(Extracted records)

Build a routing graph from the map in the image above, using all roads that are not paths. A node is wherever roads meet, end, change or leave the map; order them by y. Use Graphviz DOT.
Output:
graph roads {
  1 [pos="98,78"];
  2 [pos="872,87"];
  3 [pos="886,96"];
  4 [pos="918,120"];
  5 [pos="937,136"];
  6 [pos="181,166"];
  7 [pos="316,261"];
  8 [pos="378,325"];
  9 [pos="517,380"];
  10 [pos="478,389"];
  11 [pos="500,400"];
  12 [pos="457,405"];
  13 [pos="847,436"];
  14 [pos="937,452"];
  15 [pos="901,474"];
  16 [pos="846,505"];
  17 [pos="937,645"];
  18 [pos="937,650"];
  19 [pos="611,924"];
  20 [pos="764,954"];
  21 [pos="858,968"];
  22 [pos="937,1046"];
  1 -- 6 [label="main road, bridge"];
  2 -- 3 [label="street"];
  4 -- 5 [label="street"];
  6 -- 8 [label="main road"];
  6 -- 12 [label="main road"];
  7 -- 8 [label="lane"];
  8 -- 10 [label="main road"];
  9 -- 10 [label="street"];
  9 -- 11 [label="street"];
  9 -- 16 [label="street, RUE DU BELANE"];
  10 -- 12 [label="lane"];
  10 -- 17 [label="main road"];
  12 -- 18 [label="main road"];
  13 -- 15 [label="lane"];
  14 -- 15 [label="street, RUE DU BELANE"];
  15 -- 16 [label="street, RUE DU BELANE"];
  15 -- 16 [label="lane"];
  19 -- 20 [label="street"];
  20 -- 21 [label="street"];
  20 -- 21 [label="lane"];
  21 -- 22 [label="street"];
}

==

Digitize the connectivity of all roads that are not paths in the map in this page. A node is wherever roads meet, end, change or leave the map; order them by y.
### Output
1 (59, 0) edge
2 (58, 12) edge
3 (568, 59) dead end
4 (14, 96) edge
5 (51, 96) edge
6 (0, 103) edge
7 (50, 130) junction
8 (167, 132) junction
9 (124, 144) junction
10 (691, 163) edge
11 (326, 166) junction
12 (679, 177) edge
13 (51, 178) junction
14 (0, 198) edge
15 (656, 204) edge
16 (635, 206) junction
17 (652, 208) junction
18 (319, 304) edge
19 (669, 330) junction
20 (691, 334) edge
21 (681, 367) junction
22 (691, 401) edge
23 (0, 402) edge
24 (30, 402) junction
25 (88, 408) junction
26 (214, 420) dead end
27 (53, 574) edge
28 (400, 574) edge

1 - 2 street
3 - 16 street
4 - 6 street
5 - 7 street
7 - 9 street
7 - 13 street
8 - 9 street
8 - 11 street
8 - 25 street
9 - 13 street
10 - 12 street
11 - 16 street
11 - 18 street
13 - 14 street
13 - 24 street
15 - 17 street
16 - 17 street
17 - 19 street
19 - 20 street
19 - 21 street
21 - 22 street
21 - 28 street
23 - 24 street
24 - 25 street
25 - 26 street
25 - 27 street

==

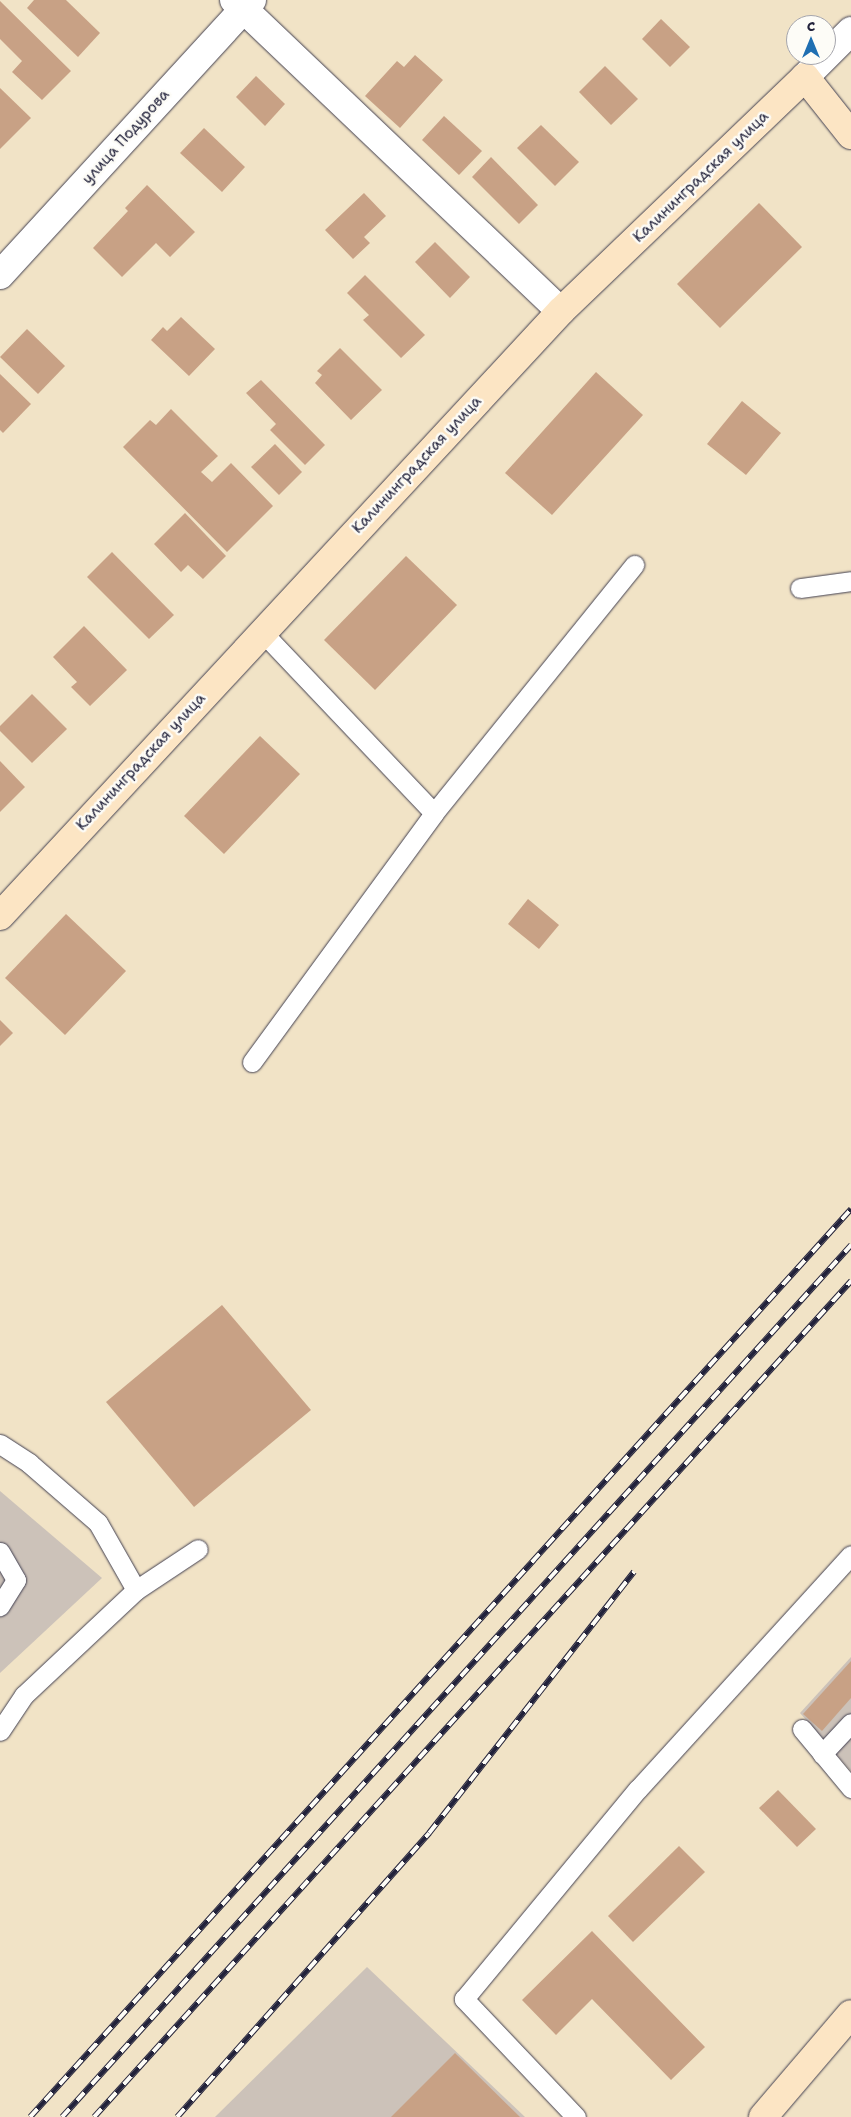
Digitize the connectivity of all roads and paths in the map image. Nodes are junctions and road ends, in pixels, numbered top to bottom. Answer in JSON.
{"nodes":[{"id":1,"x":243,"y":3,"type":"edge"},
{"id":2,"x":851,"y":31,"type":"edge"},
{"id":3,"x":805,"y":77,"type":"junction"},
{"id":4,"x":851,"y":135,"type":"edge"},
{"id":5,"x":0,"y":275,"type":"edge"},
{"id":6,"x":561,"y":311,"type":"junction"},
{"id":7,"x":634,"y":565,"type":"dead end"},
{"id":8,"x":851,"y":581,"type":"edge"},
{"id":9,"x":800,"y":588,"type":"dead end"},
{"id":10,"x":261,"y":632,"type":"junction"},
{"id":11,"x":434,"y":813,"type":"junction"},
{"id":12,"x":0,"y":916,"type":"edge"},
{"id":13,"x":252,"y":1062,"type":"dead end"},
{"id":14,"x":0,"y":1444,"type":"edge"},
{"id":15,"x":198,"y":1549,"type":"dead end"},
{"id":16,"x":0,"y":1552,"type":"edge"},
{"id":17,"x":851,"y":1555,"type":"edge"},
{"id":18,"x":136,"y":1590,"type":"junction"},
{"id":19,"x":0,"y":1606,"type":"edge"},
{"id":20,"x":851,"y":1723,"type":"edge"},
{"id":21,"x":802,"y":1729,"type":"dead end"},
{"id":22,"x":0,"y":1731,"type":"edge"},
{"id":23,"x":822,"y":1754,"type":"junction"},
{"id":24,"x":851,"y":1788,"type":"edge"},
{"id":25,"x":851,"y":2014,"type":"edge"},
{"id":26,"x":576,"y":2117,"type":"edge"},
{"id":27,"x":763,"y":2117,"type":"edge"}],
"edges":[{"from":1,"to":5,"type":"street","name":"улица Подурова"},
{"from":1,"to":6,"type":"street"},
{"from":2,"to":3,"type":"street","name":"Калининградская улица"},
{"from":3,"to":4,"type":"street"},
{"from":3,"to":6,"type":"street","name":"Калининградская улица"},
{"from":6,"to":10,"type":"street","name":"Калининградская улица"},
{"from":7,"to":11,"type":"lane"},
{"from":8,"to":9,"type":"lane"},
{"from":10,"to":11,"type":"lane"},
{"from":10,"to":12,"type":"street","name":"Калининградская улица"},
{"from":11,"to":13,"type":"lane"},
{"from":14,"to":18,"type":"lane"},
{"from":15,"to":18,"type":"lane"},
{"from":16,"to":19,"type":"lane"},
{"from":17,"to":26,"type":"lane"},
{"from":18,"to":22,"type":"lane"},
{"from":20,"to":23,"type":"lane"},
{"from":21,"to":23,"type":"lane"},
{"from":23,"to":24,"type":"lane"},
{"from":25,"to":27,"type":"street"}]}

> **Task to carry out**
How many lines of these entries contain "that"? Answer with the number and nothing else.

> **Task response**
2